When discussing copywriting assignments with my clients, I sometimes feel obliged to point out that whatever I write about their business should be true.

It’s not that they’re asking me to tell outright lies. It’s more a desire to be over-optimistic or economical with the truth in areas such as the scope or depth of their services, the size of the business or the nature of their approach. The urge to ‘big up’ the offering is powerful.

Many small marketing firms fall prey to this temptation, anxious to position themselves as ‘full-service’ agencies instead of playing to their unique (albeit narrow) strengths. I have also worked with many sole traders who wanted to position themselves as companies (in fact, I do it myself).

Paradoxical Pinocchio

Paradoxical Pinocchio

Since words can carry so many shades of meaning, it’s easy enough for the copywriter to bend or stretch the truth without overstepping the mark. Trusty stalwarts like ‘leading’, ‘extensive’, ‘premium’, ‘consultative’ and so on can make any firm sound fantastic without really making any concrete claim at all. But should we always do this, just because we can?

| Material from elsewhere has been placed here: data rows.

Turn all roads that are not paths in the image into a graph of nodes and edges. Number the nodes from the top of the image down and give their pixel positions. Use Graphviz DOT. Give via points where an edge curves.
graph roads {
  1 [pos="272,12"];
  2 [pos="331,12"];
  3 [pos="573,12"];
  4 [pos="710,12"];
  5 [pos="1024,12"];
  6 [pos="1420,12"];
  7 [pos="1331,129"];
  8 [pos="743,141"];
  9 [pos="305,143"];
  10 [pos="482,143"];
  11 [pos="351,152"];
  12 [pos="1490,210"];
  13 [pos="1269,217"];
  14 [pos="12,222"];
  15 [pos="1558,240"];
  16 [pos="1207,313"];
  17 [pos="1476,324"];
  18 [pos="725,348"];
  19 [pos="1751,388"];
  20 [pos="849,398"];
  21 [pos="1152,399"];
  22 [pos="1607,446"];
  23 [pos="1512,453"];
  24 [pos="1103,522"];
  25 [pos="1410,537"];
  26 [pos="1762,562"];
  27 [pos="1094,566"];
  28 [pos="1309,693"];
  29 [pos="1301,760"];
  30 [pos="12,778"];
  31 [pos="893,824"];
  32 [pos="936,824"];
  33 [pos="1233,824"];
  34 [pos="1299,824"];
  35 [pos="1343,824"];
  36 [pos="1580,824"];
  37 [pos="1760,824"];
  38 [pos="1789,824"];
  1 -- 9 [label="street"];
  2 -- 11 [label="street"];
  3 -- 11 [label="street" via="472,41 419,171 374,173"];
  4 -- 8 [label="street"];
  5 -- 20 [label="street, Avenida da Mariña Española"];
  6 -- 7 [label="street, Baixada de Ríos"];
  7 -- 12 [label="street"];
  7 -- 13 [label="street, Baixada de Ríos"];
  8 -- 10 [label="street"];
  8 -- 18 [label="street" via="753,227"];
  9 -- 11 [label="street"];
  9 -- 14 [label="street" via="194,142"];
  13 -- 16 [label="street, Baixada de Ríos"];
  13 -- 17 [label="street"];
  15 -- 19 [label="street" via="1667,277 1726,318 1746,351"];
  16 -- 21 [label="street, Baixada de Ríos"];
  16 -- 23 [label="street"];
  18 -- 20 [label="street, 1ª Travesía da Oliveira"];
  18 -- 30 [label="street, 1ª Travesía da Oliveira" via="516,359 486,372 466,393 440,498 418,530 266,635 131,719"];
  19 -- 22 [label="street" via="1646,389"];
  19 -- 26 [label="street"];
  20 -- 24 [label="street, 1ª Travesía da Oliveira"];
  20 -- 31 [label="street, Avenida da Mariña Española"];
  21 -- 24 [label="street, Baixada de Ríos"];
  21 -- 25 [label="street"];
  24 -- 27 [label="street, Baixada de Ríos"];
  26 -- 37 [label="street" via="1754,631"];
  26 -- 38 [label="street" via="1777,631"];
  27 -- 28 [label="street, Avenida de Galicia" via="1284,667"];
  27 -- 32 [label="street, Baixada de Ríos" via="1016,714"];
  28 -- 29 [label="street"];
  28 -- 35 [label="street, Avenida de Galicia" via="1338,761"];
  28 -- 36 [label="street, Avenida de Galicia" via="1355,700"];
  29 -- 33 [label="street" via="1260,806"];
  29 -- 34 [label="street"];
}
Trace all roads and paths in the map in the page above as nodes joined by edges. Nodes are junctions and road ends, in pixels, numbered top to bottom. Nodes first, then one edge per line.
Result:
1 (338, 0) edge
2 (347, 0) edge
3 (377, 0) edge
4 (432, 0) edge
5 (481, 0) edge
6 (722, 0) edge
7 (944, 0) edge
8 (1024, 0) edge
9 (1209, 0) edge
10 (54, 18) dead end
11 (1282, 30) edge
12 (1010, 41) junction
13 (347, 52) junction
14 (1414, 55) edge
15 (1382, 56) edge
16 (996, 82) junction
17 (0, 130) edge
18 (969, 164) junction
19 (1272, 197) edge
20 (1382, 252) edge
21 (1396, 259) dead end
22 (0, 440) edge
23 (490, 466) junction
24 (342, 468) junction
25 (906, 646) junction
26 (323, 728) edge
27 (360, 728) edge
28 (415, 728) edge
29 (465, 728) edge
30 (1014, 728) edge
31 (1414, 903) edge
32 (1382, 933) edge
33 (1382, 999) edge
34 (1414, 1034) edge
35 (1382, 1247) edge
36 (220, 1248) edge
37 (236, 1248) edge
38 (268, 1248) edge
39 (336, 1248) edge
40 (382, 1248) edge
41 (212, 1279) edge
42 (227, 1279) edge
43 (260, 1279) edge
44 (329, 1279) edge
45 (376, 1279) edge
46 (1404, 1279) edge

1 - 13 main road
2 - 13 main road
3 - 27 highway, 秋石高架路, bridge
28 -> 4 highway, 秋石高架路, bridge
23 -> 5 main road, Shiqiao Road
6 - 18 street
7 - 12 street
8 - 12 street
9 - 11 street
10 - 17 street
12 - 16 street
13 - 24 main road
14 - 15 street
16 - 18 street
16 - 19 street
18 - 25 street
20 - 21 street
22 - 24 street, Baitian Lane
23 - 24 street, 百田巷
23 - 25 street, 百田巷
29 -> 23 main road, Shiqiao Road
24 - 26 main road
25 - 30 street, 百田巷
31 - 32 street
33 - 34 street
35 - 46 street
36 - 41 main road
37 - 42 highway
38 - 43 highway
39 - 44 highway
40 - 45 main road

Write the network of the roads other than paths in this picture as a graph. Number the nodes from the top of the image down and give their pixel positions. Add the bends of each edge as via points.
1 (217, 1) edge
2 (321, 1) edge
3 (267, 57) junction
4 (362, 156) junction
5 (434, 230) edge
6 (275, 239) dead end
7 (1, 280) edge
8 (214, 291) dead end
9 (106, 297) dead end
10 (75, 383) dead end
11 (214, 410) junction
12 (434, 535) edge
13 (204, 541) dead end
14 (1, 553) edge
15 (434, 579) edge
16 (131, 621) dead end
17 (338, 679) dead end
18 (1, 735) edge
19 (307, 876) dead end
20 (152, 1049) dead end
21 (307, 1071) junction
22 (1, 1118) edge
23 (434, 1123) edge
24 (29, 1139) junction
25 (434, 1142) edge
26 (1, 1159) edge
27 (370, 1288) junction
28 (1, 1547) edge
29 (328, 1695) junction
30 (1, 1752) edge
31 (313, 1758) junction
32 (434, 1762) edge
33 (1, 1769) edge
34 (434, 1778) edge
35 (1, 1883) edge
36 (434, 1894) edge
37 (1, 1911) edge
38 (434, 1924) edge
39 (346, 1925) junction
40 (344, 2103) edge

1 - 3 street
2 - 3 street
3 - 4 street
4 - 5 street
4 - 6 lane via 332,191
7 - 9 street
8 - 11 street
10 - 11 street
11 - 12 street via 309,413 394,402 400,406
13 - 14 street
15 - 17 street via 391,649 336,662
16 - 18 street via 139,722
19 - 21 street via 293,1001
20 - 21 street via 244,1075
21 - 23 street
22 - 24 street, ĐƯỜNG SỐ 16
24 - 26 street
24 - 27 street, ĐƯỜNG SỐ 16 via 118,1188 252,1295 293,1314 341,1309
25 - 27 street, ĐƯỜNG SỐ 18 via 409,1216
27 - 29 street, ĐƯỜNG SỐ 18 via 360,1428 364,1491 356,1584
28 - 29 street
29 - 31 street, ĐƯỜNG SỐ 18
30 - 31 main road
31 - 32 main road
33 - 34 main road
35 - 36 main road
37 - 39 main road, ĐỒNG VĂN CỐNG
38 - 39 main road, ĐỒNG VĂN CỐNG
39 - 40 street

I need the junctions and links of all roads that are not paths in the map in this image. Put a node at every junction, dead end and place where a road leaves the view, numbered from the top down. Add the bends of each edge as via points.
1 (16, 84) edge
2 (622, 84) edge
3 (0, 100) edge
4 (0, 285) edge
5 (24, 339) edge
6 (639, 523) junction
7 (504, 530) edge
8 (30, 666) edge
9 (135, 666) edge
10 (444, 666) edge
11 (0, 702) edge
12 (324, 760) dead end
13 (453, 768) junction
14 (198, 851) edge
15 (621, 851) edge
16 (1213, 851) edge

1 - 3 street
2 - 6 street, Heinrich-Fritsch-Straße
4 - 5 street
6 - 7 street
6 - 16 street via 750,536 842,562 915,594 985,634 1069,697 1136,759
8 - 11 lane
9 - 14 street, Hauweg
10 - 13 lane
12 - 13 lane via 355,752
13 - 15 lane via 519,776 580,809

NLP teaches us that in order to communicate effectively on a personal level, we have to be congruent: our words, looks and gestures should all tell the same story. A job candidate who claims to be confident but can’t make eye contact is not congruent; nor is a consultant who can’t stop talking about himself.

It’s easy to see how this principle can be extended to businesses as well as individuals. In terms of marketing, your design, branding and copywriting all need to be ‘on brand’ – expressing a consistent message. But promises are easy to make and words are cheap; problems arise when the message doesn’t match reality.

Customers aren’t stupid, and they know when they’re being lied to. Will the marketing claim be justified by their experience? And if it isn’t, what will be the long-term effects on the relationship, or the firm’s reputation?

In the case of the small marketing firms and sole traders mentioned above, the illusion is often shattered in the very first phone call. So was it even worth creating it in the first place? Does putting up a front bring us closer to our customers, or just build a wall between us?

I once saw a memorable talk by brand guru BJ Cunningham, creator of Death cigarettes (’the honest smoke’). He spoke of his consulting work for an insurance firm called Pinnacle (now part of BNP Paribas). In common with many service companies these days, they wanted their branding to carry a softer, friendlier message. Yet internally, their employees called the company ‘cynical Pinnacle’ – a reference to its reluctance to pay out on claims. As BJ pointed out, this was a strength, not a weakness – who wants to buy insurance from a soft ‘n’ cuddly firm that pays out on weak claims and charges big premiums as a result?

BJ’s marketing advice to Pinnacle – based on commercial sense as much as ethics ­– was to emphasise their actual strengths, not cover them up with fake ones. The honest truth expressed a benefit that customers really wanted to hear. And it would be congruent with the way staff actually dealt with customers, without any need for patronising education about ‘brand values’.

Admittedly, there’s a case for being ‘aspirational’ in your marketing. Articulate a future and believe in it and you can make it real. But it’s important to guard against marketing completely to your own people – or to yourself. Address yourself to your customers, and talk to their priorities with honesty and integrity. There simply is no stronger basis for marketing.